## MATERIAL FOR THIS EXERCISE
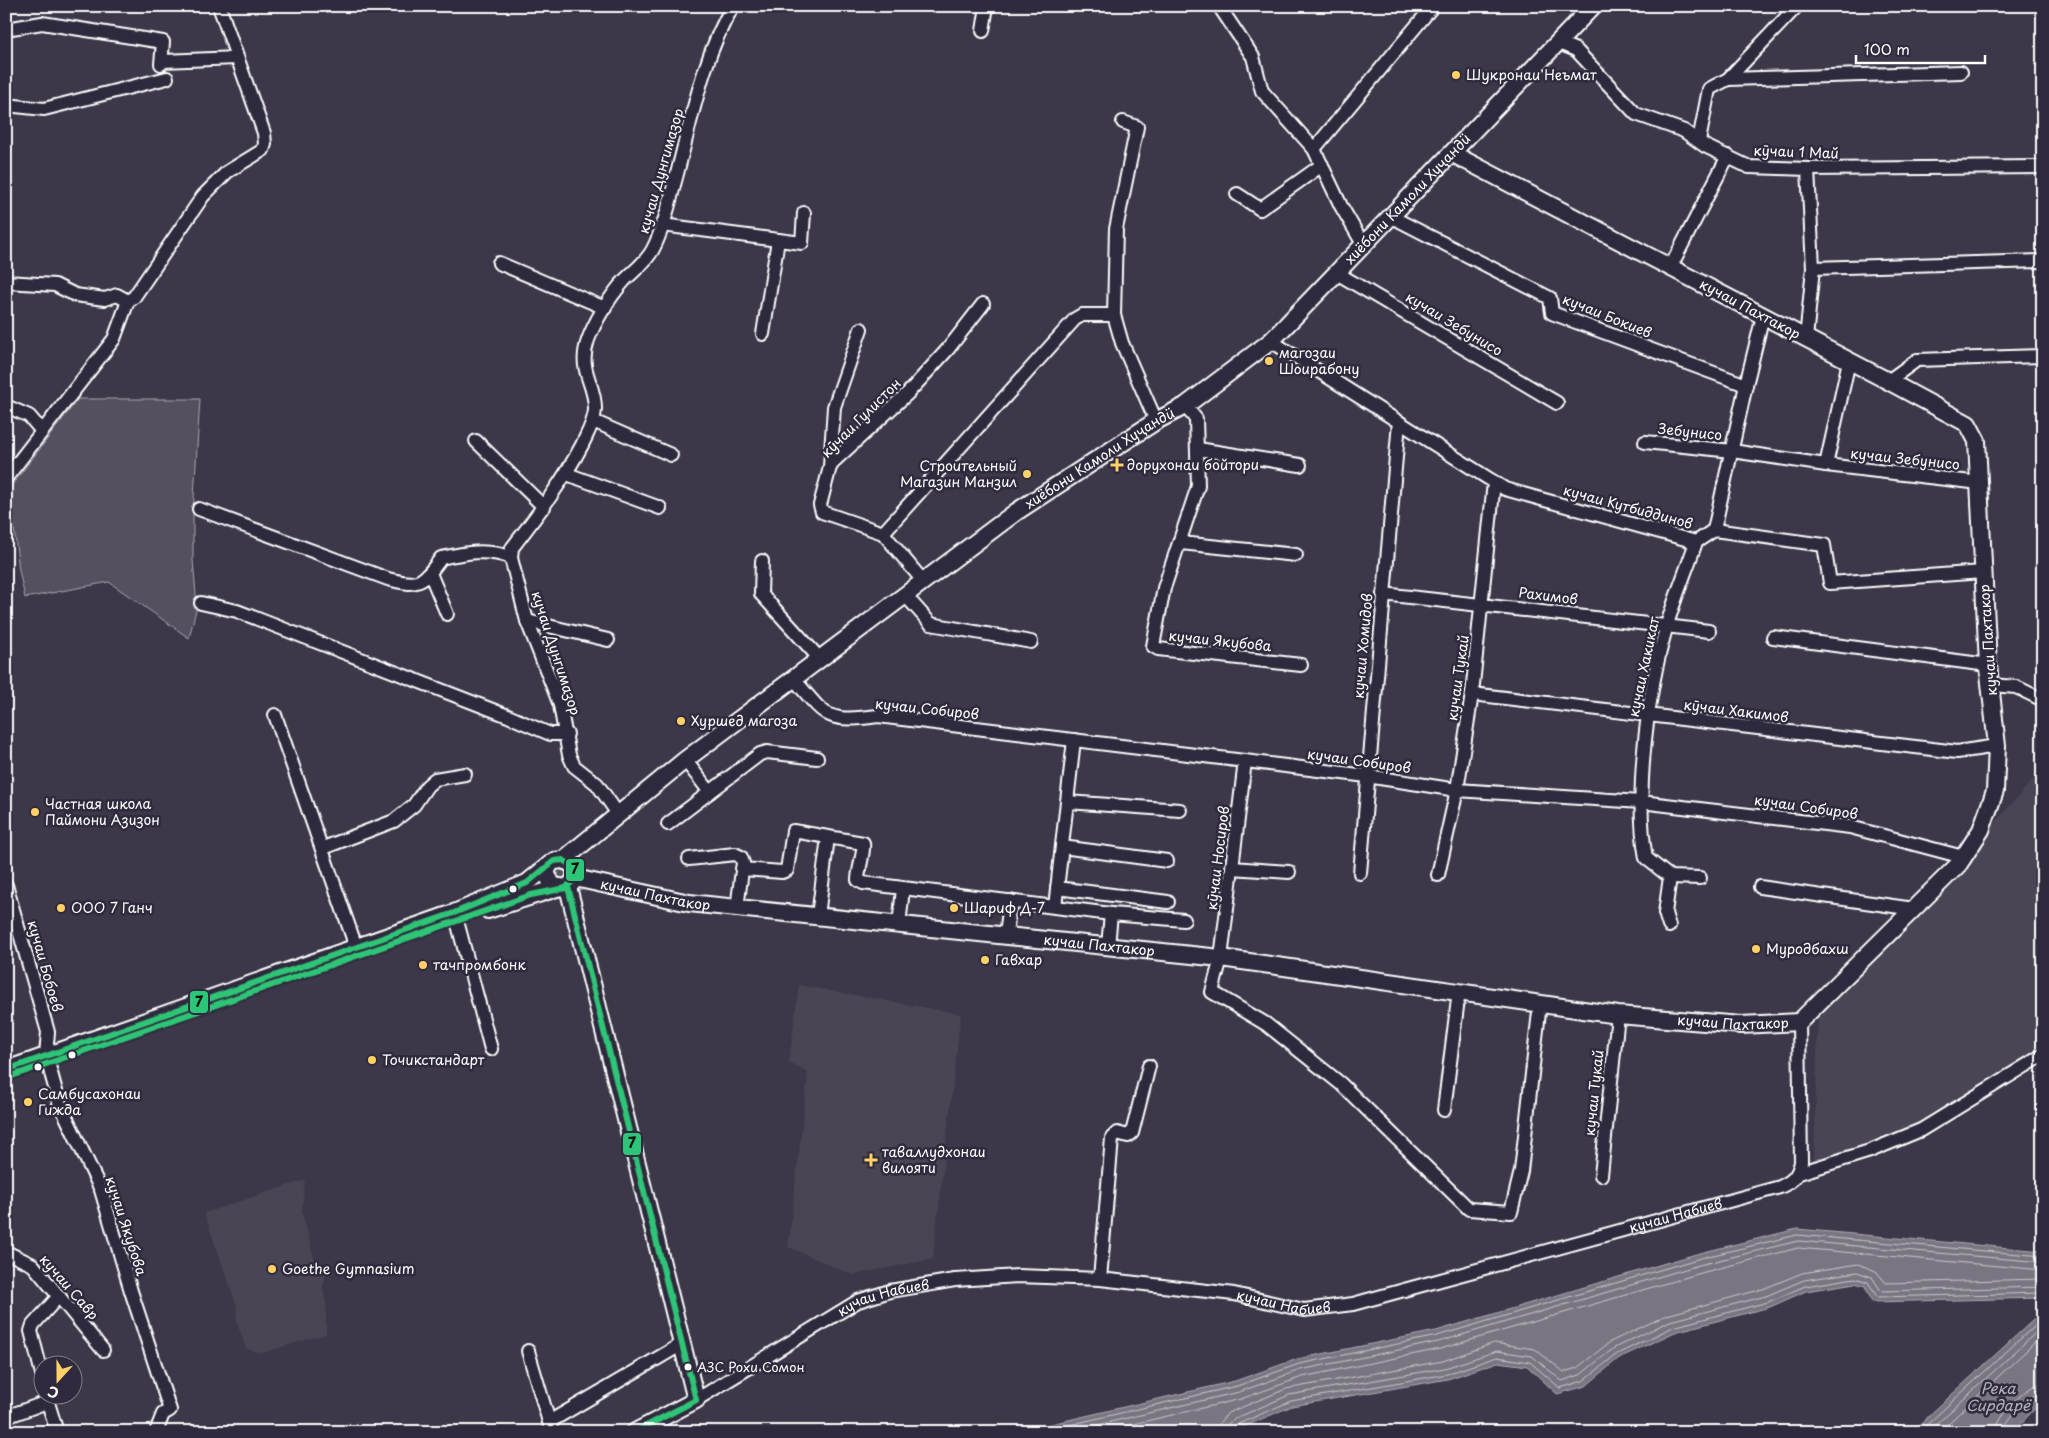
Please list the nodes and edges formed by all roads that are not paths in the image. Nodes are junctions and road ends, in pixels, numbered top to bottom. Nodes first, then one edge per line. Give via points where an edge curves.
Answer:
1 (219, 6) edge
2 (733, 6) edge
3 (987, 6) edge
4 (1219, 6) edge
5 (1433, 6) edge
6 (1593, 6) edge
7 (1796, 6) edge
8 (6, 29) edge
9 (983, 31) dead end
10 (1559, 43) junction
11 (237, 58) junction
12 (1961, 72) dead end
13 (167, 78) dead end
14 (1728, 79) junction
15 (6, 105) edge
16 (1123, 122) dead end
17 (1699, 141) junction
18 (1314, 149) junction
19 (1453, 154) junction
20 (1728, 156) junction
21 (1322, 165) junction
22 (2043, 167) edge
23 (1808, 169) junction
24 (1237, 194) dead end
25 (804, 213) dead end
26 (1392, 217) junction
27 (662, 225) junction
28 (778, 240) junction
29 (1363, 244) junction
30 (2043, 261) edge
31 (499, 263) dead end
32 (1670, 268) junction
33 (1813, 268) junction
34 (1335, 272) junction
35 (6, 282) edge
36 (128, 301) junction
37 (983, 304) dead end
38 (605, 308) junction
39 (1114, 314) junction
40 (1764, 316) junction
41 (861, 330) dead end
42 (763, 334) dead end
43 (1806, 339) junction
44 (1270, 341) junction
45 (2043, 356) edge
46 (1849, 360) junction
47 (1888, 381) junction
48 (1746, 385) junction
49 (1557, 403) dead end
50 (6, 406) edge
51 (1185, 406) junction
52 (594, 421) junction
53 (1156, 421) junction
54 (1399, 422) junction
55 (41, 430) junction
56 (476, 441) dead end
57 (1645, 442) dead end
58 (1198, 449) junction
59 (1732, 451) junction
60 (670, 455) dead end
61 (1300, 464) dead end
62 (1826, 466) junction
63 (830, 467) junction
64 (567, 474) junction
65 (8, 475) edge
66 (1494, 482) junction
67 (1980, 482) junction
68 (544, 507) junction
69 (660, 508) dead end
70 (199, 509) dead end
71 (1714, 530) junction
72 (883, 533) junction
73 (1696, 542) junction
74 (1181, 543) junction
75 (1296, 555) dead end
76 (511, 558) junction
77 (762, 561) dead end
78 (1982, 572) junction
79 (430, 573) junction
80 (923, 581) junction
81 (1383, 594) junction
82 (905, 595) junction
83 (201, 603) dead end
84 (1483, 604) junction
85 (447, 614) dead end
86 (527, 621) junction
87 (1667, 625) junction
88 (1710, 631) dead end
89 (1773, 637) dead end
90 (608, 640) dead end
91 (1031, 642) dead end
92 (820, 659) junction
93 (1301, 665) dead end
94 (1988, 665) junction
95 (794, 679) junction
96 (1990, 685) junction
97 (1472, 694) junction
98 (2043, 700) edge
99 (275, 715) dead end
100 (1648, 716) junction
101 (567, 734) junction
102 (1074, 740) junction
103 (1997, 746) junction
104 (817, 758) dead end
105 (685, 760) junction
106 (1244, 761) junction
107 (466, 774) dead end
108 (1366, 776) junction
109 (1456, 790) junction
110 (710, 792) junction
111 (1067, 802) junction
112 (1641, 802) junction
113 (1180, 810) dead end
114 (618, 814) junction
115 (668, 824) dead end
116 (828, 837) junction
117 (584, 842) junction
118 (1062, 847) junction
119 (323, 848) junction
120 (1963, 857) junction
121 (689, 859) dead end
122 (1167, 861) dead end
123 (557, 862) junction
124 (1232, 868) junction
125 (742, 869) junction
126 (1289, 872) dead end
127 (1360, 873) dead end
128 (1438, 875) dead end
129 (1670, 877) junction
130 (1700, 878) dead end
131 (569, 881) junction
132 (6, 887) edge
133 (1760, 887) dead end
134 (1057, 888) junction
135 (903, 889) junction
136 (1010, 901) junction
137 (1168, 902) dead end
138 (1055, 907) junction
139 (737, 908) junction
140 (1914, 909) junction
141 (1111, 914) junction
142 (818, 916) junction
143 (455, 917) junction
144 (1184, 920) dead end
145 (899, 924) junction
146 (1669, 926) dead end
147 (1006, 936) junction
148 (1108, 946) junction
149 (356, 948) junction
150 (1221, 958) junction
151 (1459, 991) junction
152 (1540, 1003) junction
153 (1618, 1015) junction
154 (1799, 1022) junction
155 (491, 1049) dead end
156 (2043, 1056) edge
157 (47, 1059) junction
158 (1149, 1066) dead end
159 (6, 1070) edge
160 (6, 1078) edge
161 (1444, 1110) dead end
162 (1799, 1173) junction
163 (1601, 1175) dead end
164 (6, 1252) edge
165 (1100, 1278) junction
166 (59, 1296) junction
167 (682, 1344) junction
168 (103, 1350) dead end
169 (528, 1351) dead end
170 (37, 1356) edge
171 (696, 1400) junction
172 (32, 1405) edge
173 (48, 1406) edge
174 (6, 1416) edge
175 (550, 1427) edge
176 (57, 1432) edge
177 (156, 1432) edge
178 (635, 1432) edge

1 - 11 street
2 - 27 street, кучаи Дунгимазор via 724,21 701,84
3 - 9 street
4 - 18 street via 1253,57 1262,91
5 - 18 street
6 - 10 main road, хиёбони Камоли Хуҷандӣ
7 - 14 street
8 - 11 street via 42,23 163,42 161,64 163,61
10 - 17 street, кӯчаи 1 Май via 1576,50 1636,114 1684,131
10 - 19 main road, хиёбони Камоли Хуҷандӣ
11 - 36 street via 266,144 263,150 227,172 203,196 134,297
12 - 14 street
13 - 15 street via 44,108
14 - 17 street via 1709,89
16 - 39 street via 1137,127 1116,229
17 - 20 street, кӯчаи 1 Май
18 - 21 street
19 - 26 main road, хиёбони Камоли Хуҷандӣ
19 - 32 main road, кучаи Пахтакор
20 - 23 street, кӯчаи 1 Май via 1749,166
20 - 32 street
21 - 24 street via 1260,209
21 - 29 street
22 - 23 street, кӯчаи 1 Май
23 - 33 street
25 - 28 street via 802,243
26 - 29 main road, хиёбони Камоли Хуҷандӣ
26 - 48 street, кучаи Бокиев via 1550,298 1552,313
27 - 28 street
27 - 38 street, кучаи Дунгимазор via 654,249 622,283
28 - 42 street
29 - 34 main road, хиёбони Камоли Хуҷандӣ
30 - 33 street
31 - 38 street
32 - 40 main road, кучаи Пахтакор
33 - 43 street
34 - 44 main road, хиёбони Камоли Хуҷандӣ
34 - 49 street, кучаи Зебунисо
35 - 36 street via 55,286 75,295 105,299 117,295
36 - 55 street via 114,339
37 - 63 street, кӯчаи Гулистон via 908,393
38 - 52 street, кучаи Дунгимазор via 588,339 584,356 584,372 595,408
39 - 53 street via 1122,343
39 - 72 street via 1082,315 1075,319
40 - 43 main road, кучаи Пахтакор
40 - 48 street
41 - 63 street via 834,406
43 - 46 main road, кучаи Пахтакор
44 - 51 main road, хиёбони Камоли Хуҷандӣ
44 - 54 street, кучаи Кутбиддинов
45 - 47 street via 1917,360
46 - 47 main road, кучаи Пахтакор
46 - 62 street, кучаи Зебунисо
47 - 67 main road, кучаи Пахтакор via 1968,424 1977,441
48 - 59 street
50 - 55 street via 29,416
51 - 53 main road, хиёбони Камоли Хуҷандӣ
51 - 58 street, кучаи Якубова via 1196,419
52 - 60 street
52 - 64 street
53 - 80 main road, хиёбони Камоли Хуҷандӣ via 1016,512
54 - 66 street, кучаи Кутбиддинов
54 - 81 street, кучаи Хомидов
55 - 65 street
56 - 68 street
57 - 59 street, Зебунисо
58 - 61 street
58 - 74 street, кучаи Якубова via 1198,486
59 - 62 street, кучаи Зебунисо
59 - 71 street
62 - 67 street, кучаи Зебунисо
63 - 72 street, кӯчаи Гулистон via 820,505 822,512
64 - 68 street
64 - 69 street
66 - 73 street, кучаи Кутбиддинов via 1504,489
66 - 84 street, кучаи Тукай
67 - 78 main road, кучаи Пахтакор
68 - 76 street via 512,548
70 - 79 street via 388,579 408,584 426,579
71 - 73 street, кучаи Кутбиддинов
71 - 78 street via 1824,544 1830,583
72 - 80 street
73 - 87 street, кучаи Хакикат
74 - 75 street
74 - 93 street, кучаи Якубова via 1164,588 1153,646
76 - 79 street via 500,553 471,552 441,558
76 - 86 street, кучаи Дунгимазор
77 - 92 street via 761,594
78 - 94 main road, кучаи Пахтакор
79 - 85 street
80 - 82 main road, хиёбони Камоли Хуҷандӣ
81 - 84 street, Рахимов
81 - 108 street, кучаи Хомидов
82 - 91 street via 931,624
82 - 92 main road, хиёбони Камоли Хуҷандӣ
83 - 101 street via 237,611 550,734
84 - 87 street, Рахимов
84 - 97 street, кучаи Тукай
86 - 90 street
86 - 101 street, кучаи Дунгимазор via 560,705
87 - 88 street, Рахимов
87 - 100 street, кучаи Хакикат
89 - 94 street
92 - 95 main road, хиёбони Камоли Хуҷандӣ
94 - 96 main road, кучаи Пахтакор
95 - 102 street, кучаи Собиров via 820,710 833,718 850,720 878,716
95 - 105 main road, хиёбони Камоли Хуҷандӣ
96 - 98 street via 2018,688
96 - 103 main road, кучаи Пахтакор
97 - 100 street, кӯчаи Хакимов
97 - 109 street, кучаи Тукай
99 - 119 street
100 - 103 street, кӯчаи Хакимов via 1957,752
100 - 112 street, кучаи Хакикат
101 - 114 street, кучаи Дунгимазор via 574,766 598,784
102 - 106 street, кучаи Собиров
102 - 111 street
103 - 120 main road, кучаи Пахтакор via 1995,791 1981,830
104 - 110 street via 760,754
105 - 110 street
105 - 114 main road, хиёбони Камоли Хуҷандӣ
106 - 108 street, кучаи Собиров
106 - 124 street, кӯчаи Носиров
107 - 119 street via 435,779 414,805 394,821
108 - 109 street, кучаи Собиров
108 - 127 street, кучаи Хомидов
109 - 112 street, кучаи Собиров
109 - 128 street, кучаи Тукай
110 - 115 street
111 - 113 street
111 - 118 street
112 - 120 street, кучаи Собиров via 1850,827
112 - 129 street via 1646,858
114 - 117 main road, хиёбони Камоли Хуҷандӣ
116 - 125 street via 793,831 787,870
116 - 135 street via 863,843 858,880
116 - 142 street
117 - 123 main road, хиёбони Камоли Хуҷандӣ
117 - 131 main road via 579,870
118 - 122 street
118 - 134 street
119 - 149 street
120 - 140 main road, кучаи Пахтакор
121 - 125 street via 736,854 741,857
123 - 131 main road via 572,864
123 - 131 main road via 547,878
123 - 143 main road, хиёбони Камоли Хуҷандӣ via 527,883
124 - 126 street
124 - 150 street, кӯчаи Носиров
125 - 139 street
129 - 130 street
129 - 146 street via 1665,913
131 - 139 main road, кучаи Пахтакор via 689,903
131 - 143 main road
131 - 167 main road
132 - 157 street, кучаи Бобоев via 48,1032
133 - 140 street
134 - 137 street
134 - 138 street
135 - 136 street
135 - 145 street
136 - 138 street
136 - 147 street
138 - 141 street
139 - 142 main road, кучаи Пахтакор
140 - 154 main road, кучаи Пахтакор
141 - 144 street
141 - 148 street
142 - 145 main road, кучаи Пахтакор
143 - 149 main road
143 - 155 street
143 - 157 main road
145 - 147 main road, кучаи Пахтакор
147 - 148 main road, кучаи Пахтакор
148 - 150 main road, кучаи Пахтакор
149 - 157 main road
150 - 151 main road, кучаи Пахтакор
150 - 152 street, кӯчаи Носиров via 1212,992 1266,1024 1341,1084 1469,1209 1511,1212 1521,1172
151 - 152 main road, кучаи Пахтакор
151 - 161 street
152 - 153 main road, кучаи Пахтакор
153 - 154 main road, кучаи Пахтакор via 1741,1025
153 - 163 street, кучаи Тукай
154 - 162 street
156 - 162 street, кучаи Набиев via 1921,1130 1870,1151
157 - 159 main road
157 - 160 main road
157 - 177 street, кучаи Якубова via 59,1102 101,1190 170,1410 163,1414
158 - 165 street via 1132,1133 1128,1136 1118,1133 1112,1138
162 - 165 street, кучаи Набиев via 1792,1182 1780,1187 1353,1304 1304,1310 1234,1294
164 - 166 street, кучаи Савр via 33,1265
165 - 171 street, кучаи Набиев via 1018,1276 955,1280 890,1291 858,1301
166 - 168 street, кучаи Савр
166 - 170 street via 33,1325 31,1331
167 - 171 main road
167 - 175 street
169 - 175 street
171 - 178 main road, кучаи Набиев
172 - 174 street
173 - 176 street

## WHAT YOU SHOULD DO
What lines in the listing above hold the string "Зебунисо"? List them.

## ANSWER SECTION
34 - 49 street, кучаи Зебунисо
46 - 62 street, кучаи Зебунисо
57 - 59 street, Зебунисо
59 - 62 street, кучаи Зебунисо
62 - 67 street, кучаи Зебунисо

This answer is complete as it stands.